Since then, Wood has worked hard—and it shows. Savannah State’s gallery director, Eric Clark, met Wood through a Friends of African American Art meeting with the college. Wood came more than prepared.
“He was super professional,” recalls Clark. “He brought his whole packet with his work, and he reached out to contact me several times. He’s super ambitious and full of energy. His work is in so many different restaurants in town.”
This is Wood’s first solo gallery show, and picking the work he wanted to show was easy for him.
“I like minimal, and I really wanted to do an entire series of that,” he says. “I’m probably going to have to buy a hundred canvases and 10 will work out. I want to pour one drip on the canvas—I lay my canvas flat, I don’t use easels. I love splatters and splashes.”

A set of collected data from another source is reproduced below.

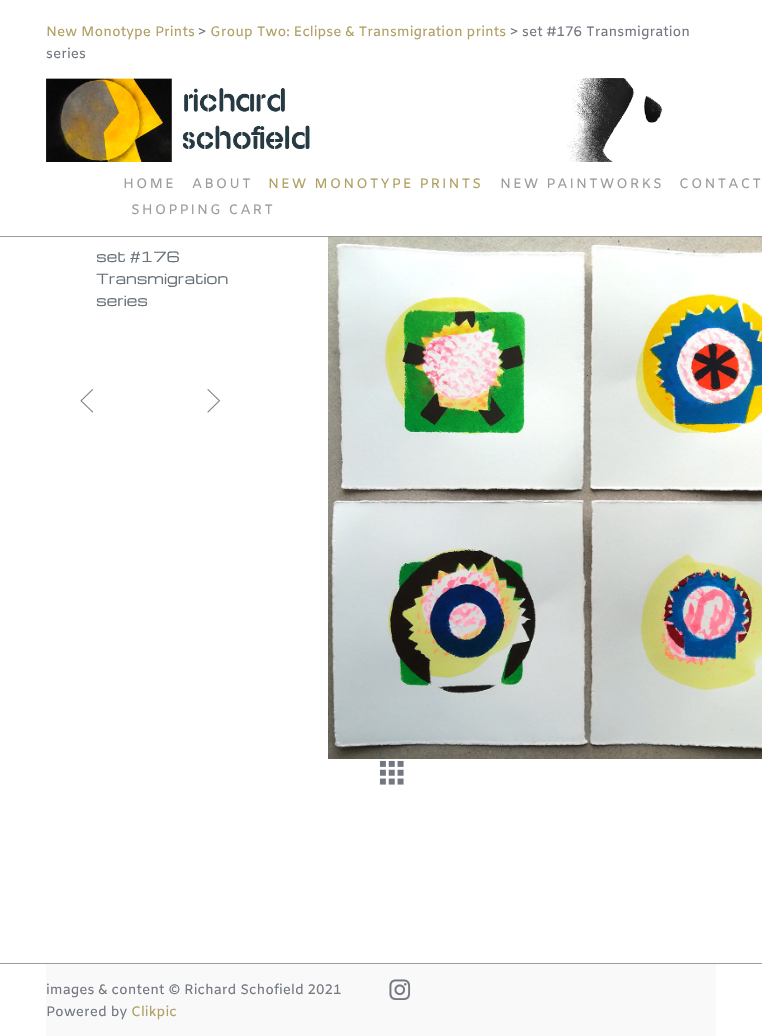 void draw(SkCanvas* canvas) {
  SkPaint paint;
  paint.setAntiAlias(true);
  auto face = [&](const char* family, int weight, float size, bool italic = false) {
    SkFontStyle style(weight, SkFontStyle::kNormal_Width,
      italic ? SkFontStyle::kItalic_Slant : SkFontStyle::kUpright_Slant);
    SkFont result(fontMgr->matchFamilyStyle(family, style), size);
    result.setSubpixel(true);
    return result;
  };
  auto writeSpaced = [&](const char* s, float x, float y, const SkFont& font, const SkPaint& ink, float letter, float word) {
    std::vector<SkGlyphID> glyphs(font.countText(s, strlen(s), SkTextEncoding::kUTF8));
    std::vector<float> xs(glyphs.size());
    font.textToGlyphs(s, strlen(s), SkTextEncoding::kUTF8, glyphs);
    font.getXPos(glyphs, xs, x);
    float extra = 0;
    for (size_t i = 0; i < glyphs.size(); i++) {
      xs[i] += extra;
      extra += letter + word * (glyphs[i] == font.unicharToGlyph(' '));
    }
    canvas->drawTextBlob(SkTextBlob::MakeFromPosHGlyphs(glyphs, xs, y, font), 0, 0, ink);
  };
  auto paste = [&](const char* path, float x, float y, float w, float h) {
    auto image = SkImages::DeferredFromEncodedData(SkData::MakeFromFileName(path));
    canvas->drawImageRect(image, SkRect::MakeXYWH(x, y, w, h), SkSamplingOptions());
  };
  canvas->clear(0xffffffff);
  paint.setColor(0xff9c9c9c);
  canvas->drawRect(SkRect::MakeXYWH(0, 236, 762, 1), paint);
  paste("img/1.png", 46, 78, 617, 84);
  paste("img/2.png", 80, 389, 14, 24);
  paste("img/3.png", 207, 389, 14, 24);
  paste("img/4.png", 328, 237, 434, 522);
  paste("img/5.png", 379, 760, 25, 25);
  canvas->drawRect(SkRect::MakeXYWH(0, 963, 762, 1), paint);
  paint.setColor(0xfff9f9f9);
  canvas->drawRect(SkRect::MakeXYWH(46, 964, 670, 72), paint);
  paste("img/6.png", 389, 979, 22, 21);
  auto f0 = face("Amiko", 400, 13.75f);
  paint.setColor(0xffb0a064);
  canvas->drawString("New Monotype Prints", 46, 36, f0, paint);
  paint.setColor(0xff727780);
  canvas->drawString(">", 198, 36, f0, paint);
  paint.setColor(0xffb0a064);
  canvas->drawString("Group Two: Eclipse & Transmigration prints", 210, 36, f0, paint);
  paint.setColor(0xff727780);
  canvas->drawString("> set #176 Transmigration", 510, 36, f0, paint);
  canvas->drawString("series", 46, 58, f0, paint);
  paint.setColor(0xff9c9c9c);
  writeSpaced("HOME", 123, 188, f0, paint, 2, 0);
  writeSpaced("ABOUT", 192, 188, f0, paint, 2, 0);
  paint.setColor(0xffb0a064);
  writeSpaced("NEW MONOTYPE PRINTS", 268, 188, f0, paint, 2, 0);
  paint.setColor(0xff9c9c9c);
  {
    const struct { const char* s; float x, y; } items[] = {
      {"NEW PAINTWORKS", 500, 188},
      {"CONTACT", 679, 188},
      {"SHOPPING CART", 131, 214},
    };
    for (auto [s, x, y] : items) {
      writeSpaced(s, x, y, f0, paint, 2, 0);
    }
  }
  auto f1 = face("Michroma", 400, 13.75f);
  paint.setColor(0xff667178);
  {
    const struct { const char* s; float x, y; } items[] = {
      {"set #176", 96, 262},
      {"Transmigration", 96, 284},
      {"series", 96, 306},
    };
    for (auto [s, x, y] : items) {
      canvas->drawString(s, x, y, f1, paint);
    }
  }
  paint.setColor(0xff727780);
  canvas->drawString("images & content © Richard Schofield 2021", 46, 994, f0, paint);
  canvas->drawString("Powered by", 46, 1016, f0, paint);
  paint.setColor(0xffb0a064);
  canvas->drawString("Clikpic", 131, 1016, f0, paint);
}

Wood’s earliest pieces are grids, and through the ten years they evolve to more minimal.
“The layers on layers, there’s a lot going on there,” notes Wood. “There are some where I thought, ‘I don’t like that, I’ll just do a different color scheme.’ One piece, I didn’t show it and I probably technically finished that piece ten years later. I just put it aside. There are only a few laying around that I haven’t finished.”
Wood points out one piece in particular, titled “Window of Opportunity,” as being particularly inspirational to him. One of his earlier grid paintings, there’s one rectangle of bare canvas in the corner of the piece.

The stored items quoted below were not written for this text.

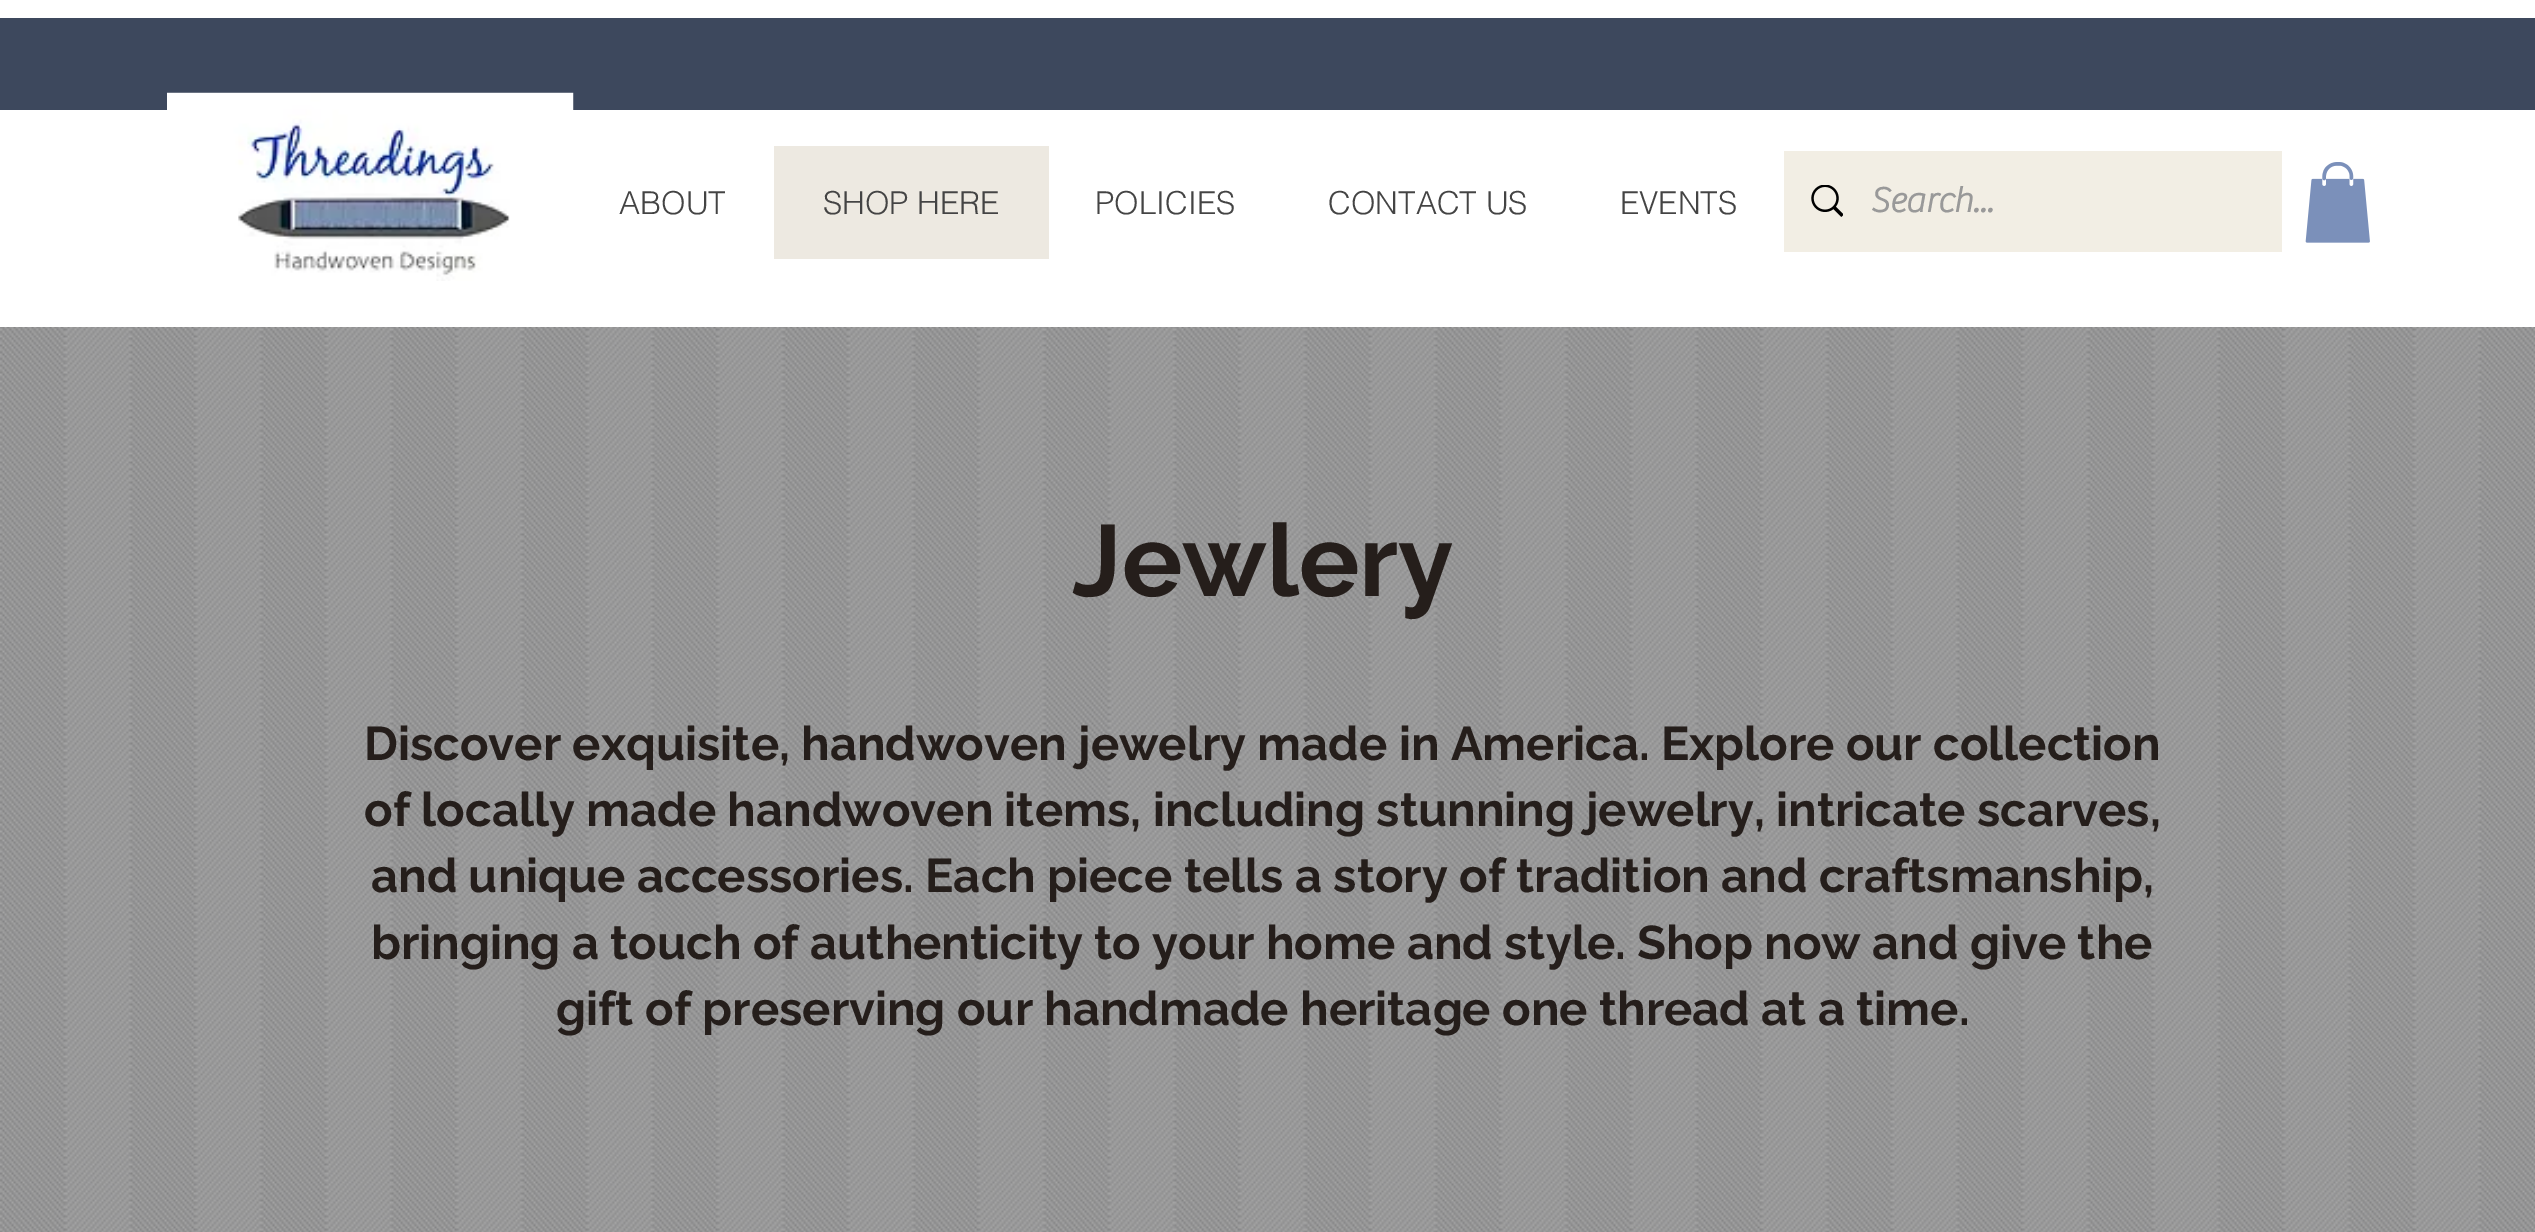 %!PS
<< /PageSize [2535 1232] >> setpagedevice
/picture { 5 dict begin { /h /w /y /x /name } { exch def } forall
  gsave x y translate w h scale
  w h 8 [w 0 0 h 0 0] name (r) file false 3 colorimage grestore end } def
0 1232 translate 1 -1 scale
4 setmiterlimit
0.655 setgray
0 0 2535 1232 rectfill
1 setgray
0 0 2535 327 rectfill
0.239 0.282 0.365 setrgbcolor
0 18 2535 92 rectfill
(img1.rgb) 167 92 407 189 picture
/helvetica-Light [31.5 0 0 -31.5 0 0] selectfont
0.267 setgray
619 214 moveto (ABOUT) show
0.929 0.914 0.882 setrgbcolor
774 146 275 113 rectfill
0.267 setgray
823 214 moveto (SHOP HERE) show
1095 214 moveto (POLICIES) show
1328 214 moveto (CONTACT US) show
1620 214 moveto (EVENTS) show
0.949 0.933 0.894 setrgbcolor
1784 151 498 101 rectfill
(img2.rgb) 1811 185 32 32 picture
/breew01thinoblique-Bold [36 0 0 -36 0 0] selectfont
0.6 setgray
1870 212 moveto (Search...) show
(img3.rgb) 2305 162 65 81 picture
(img4.rgb) 0 327 2535 905 picture
/Raleway-Bold [101 0 0 -101 0 0] selectfont
0.145 0.118 0.106 setrgbcolor
1072 596 moveto (Jewlery) show
/Raleway-Bold [47.25 0 0 -47.25 0 0] selectfont
364 760 moveto (Discover exquisite, handwoven jewelry made in America. Explore our collection) show
364 826 moveto (of locally made handwoven items, including stunning jewelry, intricate scarves,) show
371 892 moveto (and unique accessories. Each piece tells a story of tradition and craftsmanship,) show
371 959 moveto (bringing a touch of authenticity to your home and style. Shop now and give the) show
556 1025 moveto (gift of preserving our handmade heritage one thread at a time.) show
showpage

“So I hate untitled paintings. I really do! But it has to, as people say, speak to me,” Wood explains. “I make fun of people that say that, so I can make fun of myself, too. I was just looking at the painting one day a year after I finished it and I saw that untouched canvas, and I said, ‘Oh my God, window of opportunity.’ That’s my window into the painting, my window into being able to talk about that piece. I feel like my layers on layers—that’s history. When you get to know a person, you ask them questions. When you ask questions, you’re peeling back those layers to get to know them. That’s how I feel about those layers in my paintings. When I look at a heavily gridded piece, I’m looking through it; I’m not looking at the top surface. That’s what that one was about.
“I’ve been thinking about donating that one to my school [in Wrightsville, Ga.] and giving a speech because I want them to know, right then and there, that’s their window of opportunity and make sure they do their best while they’re there. It’s a powerful piece to me.”
Through his artwork, Wood is focused on inspiring others, particularly students.
“Get involved with your local colleges. Support them,” he urges. “There’s always opportunity for local artists to give back to the community. I feel these students will be looking at my art, studying my art, talking about my art. Maybe that’ll inspire them to be an artist. Some of them may be students who are just in an art appreciation class and they’re not art people.”